The aim of the current study was to assess the effect of UHCDS-tDCS at M1 and DLPFC on CPM and TS in healthy subjects. UHCDS-tDCS targeted over M1 and DLPFC was not effective in modulating CPM or TS in healthy subjects when compared to sham-tDCS. Additionally, conventional M1-tDCS failed to modulate CPM and TS in healthy subjects. These results contrast with the findings of previous studies [9,10,11,12,16,26,60].
An increase in inhibitory CPM in healthy subjects has been reported after high-definition tDCS (HD-tDCS) application [9,16]. HD-tDCS has a more focal effect on cortical excitability in the area directly under the central anode, and the brain modulation effect is restricted to within the area of stimulation [3]. In contrast, the conventional tDCS electrode montage can produce a more diffuse change in cortical excitability, focusing the induced electric fields between the stimulating electrodes [12,16]. In our study, we used two types of conventional tDCS montages, which could produce diffuse changes in cortical excitability in remote regions associated with M1, contributing to pain reduction [61]. Another difference between our study and a previous study was that the healthy cohort was composed of males only, which reduced the variability of the CPM effect and pain thresholds associated with gender [62]. Another difference from other studies is that the post-intervention test for assessing the effectiveness of blinding was not performed.
Conventional M1-tDCS has been shown to increase the CPM response in healthy subjects [10,11]. Although Reidler et al. [11] found an improvement in CPM, they used a parallel CPM protocol. The parallel protocol, in which the painful test stimulus and conditioned stimulus are presented simultaneously, has been argued to result in an exaggerated inhibitory response because of the distracting influence of the concurrent conditioning stimulus [63]. On the other hand, Braulio et al. [10] did not include females in the cohort and used a parallel model, which does not take into account a possible gender effect of CPM and its response to tDCS. In our study, we used a cross-over model to compare each subject with themselves between experimental groups, which reduced the variability of the CPM response. Although less efficient CPM has been reported in female subjects [62], we consider that a mixed sample is more representative of the clinical population; CPM deficiency in female subjects has been suggested to explain why greater chronic pain prevalence has been reported by this gender [62,64]. Caution should be taken when extrapolating changes in experimental pain observed in healthy subjects to clinical pain.

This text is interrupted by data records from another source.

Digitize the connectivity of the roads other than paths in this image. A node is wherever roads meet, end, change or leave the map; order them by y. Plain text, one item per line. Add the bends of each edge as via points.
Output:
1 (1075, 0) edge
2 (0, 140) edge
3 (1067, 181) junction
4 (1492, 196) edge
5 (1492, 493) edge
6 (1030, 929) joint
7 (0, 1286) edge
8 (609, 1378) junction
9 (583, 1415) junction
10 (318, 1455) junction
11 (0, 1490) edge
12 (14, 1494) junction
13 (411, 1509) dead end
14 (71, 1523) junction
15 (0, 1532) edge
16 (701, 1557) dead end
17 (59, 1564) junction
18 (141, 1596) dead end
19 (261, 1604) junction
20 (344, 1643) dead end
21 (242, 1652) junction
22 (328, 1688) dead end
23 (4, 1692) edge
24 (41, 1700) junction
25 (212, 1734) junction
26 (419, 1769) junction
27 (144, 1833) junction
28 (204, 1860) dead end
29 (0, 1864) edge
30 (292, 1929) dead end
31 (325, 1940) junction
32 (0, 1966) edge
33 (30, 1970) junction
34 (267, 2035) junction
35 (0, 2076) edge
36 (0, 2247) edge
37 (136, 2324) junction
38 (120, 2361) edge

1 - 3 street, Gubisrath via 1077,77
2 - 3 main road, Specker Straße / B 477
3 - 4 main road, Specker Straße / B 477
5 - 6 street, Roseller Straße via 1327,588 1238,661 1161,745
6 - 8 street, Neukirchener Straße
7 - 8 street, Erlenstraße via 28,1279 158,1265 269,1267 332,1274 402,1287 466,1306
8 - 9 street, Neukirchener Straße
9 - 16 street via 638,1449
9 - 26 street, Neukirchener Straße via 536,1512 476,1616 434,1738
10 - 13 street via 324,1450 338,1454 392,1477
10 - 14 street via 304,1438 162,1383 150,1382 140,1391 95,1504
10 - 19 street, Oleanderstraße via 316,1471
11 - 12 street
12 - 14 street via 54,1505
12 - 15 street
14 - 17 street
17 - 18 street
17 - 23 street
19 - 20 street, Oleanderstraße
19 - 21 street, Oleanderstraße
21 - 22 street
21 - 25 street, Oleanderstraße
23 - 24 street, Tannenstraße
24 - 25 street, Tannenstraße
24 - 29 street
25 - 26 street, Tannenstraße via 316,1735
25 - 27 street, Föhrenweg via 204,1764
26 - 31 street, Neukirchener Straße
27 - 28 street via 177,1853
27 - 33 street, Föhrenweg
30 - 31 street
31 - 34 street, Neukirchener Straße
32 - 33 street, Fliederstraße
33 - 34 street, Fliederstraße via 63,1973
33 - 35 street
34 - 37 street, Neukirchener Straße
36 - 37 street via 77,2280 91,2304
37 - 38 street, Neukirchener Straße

The use of handheld algometry or cuff algometry as the test stimulus, and the cold pressor task as the conditioning stimulus, has been proven to provide the most reliable CPM effect [65]. We used the cuff test as an ischemic conditioning stimulus, which could contribute to the difference in the results reported in other studies which used the cold pressor task as the conditioning stimulus [9,10,11]. Although other studies used a combination of cuff algometry as the conditioning stimulus and handheld algometry as the test stimulus [16], these studies also applied HD-tDCS instead of conventional tDCS. One randomized controlled double-blinded trial applied conventional tDCS, which used the cold pressor task as the conditioning stimulus and heat pain threshold as the test stimulus, but no increase in CPM was observed [4]. Another randomized controlled double-blinded trials applied similar tDCS and CPM protocols and found an improvement in the CPM response, but the effectiveness of the blinding was not assessed [10]. None of these studies reported the method by which M1 was localized for the tDCS [4,10].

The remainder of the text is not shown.